WHAT YOU SHOULD DO:
Return every line of the data below that includes the string "Cossa".

SUPPLIED RECORDS:

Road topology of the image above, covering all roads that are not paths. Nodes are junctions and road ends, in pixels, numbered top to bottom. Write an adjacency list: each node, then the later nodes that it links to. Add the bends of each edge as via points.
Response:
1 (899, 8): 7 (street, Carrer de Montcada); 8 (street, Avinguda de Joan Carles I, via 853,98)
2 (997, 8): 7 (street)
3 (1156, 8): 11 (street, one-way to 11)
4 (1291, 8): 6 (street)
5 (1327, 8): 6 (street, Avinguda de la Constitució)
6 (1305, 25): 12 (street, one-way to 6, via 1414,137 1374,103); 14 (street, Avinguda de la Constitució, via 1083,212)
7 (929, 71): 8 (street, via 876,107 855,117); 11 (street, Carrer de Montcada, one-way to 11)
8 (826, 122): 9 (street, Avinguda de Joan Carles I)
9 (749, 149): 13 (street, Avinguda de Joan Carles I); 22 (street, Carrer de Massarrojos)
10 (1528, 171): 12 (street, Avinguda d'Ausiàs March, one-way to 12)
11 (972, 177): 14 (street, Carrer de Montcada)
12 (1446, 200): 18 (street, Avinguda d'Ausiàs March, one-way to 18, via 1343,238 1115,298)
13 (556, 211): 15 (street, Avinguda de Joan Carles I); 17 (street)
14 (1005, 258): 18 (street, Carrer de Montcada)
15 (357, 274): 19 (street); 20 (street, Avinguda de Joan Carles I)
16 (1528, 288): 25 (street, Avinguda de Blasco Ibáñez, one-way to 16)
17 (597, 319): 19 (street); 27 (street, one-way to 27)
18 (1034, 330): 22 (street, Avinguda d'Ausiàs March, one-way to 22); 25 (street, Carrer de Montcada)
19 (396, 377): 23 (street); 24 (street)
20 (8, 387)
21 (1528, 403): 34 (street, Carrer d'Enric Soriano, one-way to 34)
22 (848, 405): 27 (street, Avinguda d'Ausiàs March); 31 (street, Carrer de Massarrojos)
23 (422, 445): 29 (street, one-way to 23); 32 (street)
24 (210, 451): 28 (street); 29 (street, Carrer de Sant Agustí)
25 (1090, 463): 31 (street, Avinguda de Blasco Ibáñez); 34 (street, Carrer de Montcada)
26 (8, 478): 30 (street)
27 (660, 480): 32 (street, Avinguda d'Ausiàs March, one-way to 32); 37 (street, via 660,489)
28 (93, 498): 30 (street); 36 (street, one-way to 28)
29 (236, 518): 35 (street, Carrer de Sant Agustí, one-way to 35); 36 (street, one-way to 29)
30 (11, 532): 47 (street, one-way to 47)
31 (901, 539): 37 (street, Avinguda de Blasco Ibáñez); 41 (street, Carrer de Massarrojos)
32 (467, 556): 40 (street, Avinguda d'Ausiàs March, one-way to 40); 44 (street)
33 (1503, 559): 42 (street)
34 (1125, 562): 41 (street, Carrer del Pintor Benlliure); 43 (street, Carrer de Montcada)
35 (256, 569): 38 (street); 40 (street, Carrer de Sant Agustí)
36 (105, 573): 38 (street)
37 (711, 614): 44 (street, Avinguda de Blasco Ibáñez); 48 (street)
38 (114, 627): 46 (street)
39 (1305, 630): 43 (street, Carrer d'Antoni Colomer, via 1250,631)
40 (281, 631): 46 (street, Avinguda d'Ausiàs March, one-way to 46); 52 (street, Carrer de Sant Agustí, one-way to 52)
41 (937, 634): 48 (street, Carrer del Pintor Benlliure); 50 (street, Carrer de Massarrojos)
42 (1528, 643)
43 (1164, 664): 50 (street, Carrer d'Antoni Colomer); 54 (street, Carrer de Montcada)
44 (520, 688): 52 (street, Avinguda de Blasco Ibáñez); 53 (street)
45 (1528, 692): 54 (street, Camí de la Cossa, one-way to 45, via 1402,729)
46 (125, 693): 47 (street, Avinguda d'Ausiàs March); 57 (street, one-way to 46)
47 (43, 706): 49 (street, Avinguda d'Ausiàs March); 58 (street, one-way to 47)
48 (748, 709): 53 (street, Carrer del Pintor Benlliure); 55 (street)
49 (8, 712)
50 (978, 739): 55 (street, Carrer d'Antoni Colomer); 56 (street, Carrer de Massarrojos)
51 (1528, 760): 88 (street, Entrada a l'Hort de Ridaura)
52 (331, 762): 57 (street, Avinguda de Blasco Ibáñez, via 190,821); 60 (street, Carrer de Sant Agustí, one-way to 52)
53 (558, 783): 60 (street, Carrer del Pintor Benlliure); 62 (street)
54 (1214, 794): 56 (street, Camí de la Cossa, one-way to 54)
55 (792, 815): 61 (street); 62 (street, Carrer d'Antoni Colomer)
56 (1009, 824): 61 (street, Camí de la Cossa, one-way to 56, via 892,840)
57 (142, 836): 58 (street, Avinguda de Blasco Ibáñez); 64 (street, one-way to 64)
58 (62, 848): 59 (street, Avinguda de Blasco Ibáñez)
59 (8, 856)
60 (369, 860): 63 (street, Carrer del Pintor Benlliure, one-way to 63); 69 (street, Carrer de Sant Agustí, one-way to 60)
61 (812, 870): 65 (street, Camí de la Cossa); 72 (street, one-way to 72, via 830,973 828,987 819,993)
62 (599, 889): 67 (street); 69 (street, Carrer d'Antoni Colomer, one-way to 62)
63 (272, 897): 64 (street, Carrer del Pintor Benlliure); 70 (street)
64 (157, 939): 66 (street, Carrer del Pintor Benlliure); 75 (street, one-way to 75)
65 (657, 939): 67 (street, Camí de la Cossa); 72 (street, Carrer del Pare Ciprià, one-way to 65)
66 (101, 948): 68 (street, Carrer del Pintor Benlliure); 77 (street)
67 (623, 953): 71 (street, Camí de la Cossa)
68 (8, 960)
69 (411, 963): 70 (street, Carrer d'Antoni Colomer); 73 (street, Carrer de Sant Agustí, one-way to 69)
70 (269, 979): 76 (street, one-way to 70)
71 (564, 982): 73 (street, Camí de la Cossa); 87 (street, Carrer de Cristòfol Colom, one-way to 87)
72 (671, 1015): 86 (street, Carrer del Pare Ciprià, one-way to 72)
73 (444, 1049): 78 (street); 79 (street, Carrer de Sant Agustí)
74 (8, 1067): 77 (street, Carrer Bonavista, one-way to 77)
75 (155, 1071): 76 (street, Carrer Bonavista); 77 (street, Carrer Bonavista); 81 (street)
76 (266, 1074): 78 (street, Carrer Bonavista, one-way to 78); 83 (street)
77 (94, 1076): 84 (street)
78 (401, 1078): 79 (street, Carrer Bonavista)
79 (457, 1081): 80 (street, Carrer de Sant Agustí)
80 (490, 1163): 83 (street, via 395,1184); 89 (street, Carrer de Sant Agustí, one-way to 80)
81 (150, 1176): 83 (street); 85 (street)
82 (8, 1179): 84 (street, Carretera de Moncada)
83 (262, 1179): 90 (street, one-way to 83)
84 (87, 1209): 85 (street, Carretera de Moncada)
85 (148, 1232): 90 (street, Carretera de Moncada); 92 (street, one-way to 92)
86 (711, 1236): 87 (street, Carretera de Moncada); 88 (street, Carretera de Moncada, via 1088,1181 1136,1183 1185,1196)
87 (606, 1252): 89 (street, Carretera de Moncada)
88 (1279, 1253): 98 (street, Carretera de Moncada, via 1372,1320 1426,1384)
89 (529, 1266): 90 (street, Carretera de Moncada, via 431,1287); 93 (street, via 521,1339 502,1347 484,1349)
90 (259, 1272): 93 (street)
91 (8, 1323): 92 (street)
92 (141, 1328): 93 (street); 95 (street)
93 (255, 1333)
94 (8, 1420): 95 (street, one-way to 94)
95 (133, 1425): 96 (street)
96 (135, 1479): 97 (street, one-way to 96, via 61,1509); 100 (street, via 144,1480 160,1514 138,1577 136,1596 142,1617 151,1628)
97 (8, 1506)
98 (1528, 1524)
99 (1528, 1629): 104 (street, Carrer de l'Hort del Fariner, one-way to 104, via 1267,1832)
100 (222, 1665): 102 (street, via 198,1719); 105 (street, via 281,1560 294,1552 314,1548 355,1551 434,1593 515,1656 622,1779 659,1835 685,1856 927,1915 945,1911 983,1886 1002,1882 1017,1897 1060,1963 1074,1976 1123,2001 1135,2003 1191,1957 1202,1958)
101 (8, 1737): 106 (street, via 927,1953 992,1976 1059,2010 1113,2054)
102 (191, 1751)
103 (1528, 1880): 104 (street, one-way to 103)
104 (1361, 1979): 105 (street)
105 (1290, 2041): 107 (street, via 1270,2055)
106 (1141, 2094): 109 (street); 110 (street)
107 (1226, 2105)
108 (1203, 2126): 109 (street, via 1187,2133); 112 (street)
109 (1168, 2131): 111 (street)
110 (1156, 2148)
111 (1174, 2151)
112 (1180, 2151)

REPLY TO THE TASK:
45 (1528, 692): 54 (street, Camí de la Cossa, one-way to 45, via 1402,729)
54 (1214, 794): 56 (street, Camí de la Cossa, one-way to 54)
56 (1009, 824): 61 (street, Camí de la Cossa, one-way to 56, via 892,840)
61 (812, 870): 65 (street, Camí de la Cossa); 72 (street, one-way to 72, via 830,973 828,987 819,993)
65 (657, 939): 67 (street, Camí de la Cossa); 72 (street, Carrer del Pare Ciprià, one-way to 65)
67 (623, 953): 71 (street, Camí de la Cossa)
71 (564, 982): 73 (street, Camí de la Cossa); 87 (street, Carrer de Cristòfol Colom, one-way to 87)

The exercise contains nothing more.